◆ Action item: Extract each line holding the word "Cecilia" from the entries.

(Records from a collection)
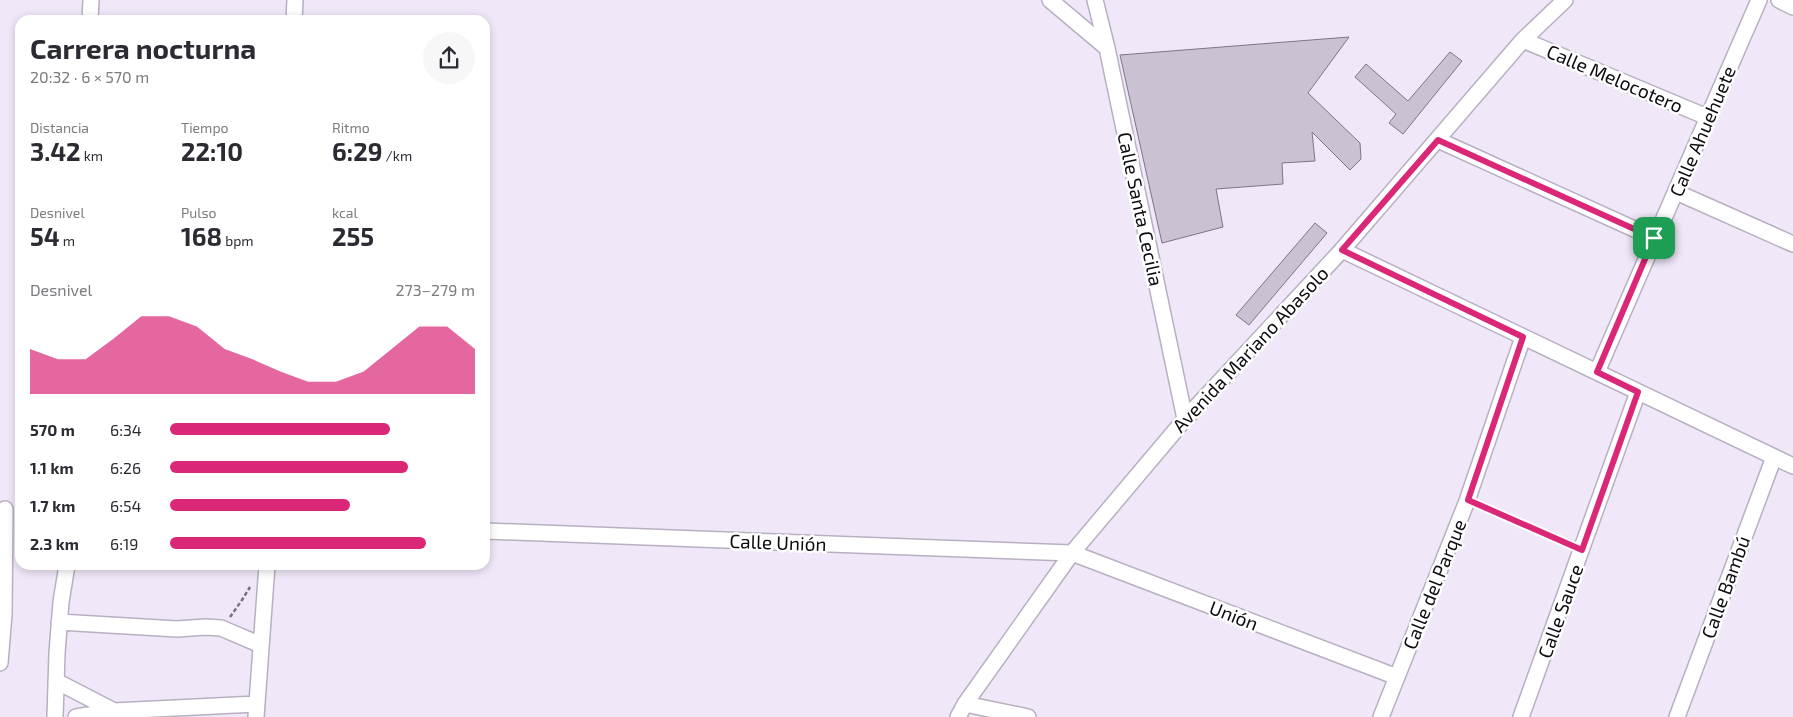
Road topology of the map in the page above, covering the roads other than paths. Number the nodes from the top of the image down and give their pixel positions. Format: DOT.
graph roads {
  1 [pos="91,0"];
  2 [pos="295,0"];
  3 [pos="1050,0"];
  4 [pos="1095,0"];
  5 [pos="1565,0"];
  6 [pos="1759,0"];
  7 [pos="1779,0"];
  8 [pos="1793,7"];
  9 [pos="90,15"];
  10 [pos="294,15"];
  11 [pos="1523,40"];
  12 [pos="1107,48"];
  13 [pos="1707,117"];
  14 [pos="1438,140"];
  15 [pos="1676,192"];
  16 [pos="1654,238"];
  17 [pos="1793,244"];
  18 [pos="1342,250"];
  19 [pos="1523,337"];
  20 [pos="1597,372"];
  21 [pos="1638,392"];
  22 [pos="1185,419"];
  23 [pos="1774,457"];
  24 [pos="1792,464"];
  25 [pos="2,508"];
  26 [pos="15,509"];
  27 [pos="490,532"];
  28 [pos="1072,553"];
  29 [pos="66,570"];
  30 [pos="267,570"];
  31 [pos="59,622"];
  32 [pos="261,645"];
  33 [pos="0,663"];
  34 [pos="1397,677"];
  35 [pos="56,681"];
  36 [pos="962,710"];
  37 [pos="256,711"];
  38 [pos="114,712"];
  39 [pos="55,717"];
  40 [pos="76,717"];
  41 [pos="1028,717"];
  42 [pos="1381,717"];
  43 [pos="1522,717"];
  44 [pos="1677,717"];
  1 -- 9 [label="street"];
  2 -- 10 [label="street"];
  3 -- 12 [label="street"];
  4 -- 12 [label="street, Calle Santa Cecilia"];
  5 -- 11 [label="street, Avenida Mariano Abasolo"];
  6 -- 13 [label="street, Calle Ahuehuete"];
  7 -- 8 [label="street"];
  11 -- 13 [label="street, Calle Melocotero"];
  11 -- 14 [label="street, Avenida Mariano Abasolo"];
  12 -- 22 [label="street, Calle Santa Cecilia"];
  13 -- 15 [label="street, Calle Ahuehuete"];
  14 -- 16 [label="street"];
  14 -- 18 [label="street, Avenida Mariano Abasolo"];
  15 -- 16 [label="street, Calle Ahuehuete"];
  15 -- 17 [label="street"];
  16 -- 20 [label="street, Calle Ahuehuete"];
  18 -- 19 [label="street"];
  18 -- 22 [label="street, Avenida Mariano Abasolo"];
  19 -- 20 [label="street"];
  19 -- 34 [label="street, Calle del Parque"];
  20 -- 21 [label="street"];
  21 -- 23 [label="street"];
  21 -- 43 [label="street, Calle Sauce"];
  22 -- 28 [label="street, Avenida Mariano Abasolo"];
  23 -- 24 [label="street"];
  23 -- 44 [label="street, Calle Bambú"];
  25 -- 26 [label="street"];
  25 -- 33 [label="street"];
  27 -- 28 [label="street, Calle Unión"];
  28 -- 34 [label="street, Unión"];
  28 -- 36 [label="street, Avenida Mariano Abasolo"];
  29 -- 31 [label="street"];
  30 -- 32 [label="street"];
  31 -- 32 [label="street"];
  31 -- 35 [label="street"];
  32 -- 37 [label="street"];
  34 -- 42 [label="street, Calle del Parque"];
  35 -- 38 [label="street"];
  35 -- 39 [label="street"];
  36 -- 41 [label="street"];
  37 -- 38 [label="street"];
  38 -- 40 [label="street"];
}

◆ Answer space:
  4 -- 12 [label="street, Calle Santa Cecilia"];
  12 -- 22 [label="street, Calle Santa Cecilia"];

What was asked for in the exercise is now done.